> _ACTIVITY_:
Search the entries below for the string "roads" and copy the lines that hold it.

> _GIVEN RECORDS_:
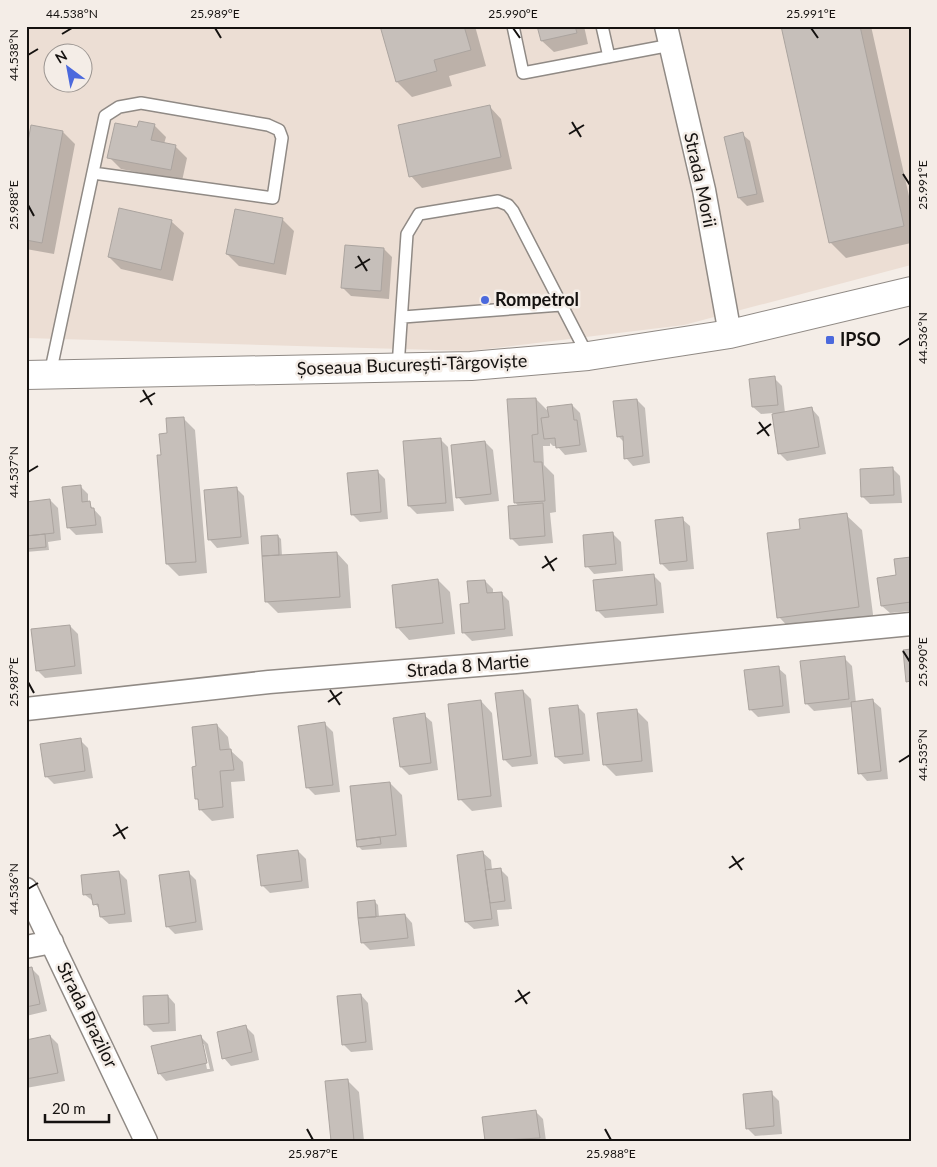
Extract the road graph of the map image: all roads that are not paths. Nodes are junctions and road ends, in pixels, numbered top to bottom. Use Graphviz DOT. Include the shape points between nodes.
graph roads {
  1 [pos="513,26"];
  2 [pos="602,26"];
  3 [pos="668,35"];
  4 [pos="609,57"];
  5 [pos="93,173"];
  6 [pos="911,290"];
  7 [pos="561,304"];
  8 [pos="403,317"];
  9 [pos="730,334"];
  10 [pos="588,356"];
  11 [pos="398,367"];
  12 [pos="38,374"];
  13 [pos="911,624"];
  14 [pos="26,709"];
  15 [pos="26,889"];
  16 [pos="52,942"];
  17 [pos="26,947"];
  18 [pos="146,1141"];
  1 -- 4 [label="lane" via="523,73"];
  2 -- 4 [label="lane"];
  3 -- 4 [label="lane"];
  3 -- 9 [label="street, Strada Morii" via="704,190"];
  5 -- 5 [label="lane" via="105,116 119,107 141,103 268,125 279,130 282,138 273,198"];
  5 -- 12 [label="lane"];
  6 -- 9 [label="main road, Șoseaua București-Târgoviște"];
  7 -- 8 [label="lane"];
  7 -- 8 [label="lane" via="513,211 498,201 419,214 407,234"];
  7 -- 10 [label="lane"];
  8 -- 11 [label="lane"];
  9 -- 10 [label="main road, Șoseaua București-Târgoviște"];
  10 -- 11 [label="main road, Șoseaua București-Târgoviște" via="470,366"];
  11 -- 12 [label="main road, Șoseaua București-Târgoviște"];
  13 -- 14 [label="street, Strada 8 Martie" via="269,682"];
  15 -- 16 [label="street, Strada Brazilor"];
  16 -- 17 [label="street"];
  16 -- 18 [label="street, Strada Brazilor"];
}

> _OUTPUT BELOW_:
Extract the road graph of the map image: all roads that are not paths. Nodes are junctions and road ends, in pixels, numbered top to bottom. Use Graphviz DOT. Include the shape points between nodes.
graph roads {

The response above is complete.